*Instructions to follow*. Which lines in the listing below contain "LINGKAR"? Copy each of them.

________________________

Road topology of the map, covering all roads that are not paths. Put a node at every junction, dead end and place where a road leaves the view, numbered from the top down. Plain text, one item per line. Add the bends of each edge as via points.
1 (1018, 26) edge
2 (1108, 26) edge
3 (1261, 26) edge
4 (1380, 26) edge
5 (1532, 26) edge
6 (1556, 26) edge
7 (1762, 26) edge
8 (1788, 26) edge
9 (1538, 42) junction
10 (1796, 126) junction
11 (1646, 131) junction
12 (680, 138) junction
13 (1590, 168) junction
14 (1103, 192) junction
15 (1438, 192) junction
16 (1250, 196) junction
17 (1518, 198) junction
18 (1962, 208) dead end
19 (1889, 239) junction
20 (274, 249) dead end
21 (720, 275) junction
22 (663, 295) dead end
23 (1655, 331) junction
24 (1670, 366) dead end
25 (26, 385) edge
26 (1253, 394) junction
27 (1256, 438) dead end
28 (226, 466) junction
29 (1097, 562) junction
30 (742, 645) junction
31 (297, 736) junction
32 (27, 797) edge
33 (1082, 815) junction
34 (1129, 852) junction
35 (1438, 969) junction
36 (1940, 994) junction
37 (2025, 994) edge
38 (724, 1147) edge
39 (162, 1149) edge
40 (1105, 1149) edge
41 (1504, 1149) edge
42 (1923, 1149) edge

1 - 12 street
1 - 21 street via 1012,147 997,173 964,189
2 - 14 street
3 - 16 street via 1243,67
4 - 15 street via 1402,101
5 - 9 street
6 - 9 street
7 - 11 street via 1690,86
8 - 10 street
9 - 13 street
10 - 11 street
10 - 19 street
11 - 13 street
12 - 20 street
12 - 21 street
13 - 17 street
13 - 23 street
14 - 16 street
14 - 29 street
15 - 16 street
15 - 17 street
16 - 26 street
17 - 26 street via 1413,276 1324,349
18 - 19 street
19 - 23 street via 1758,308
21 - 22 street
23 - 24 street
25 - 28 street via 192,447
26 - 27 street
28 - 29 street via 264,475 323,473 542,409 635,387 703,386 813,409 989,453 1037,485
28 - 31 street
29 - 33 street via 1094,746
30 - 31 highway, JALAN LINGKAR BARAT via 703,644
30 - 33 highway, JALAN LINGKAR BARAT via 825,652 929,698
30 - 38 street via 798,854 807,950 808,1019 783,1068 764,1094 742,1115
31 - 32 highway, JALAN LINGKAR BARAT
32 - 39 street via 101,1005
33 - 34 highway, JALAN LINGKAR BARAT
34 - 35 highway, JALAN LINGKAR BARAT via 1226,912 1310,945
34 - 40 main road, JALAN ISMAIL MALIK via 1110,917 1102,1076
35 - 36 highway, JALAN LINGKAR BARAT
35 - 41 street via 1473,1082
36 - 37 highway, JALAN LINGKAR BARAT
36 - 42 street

________________________

*Worked solution*.
30 - 31 highway, JALAN LINGKAR BARAT via 703,644
30 - 33 highway, JALAN LINGKAR BARAT via 825,652 929,698
31 - 32 highway, JALAN LINGKAR BARAT
33 - 34 highway, JALAN LINGKAR BARAT
34 - 35 highway, JALAN LINGKAR BARAT via 1226,912 1310,945
35 - 36 highway, JALAN LINGKAR BARAT
36 - 37 highway, JALAN LINGKAR BARAT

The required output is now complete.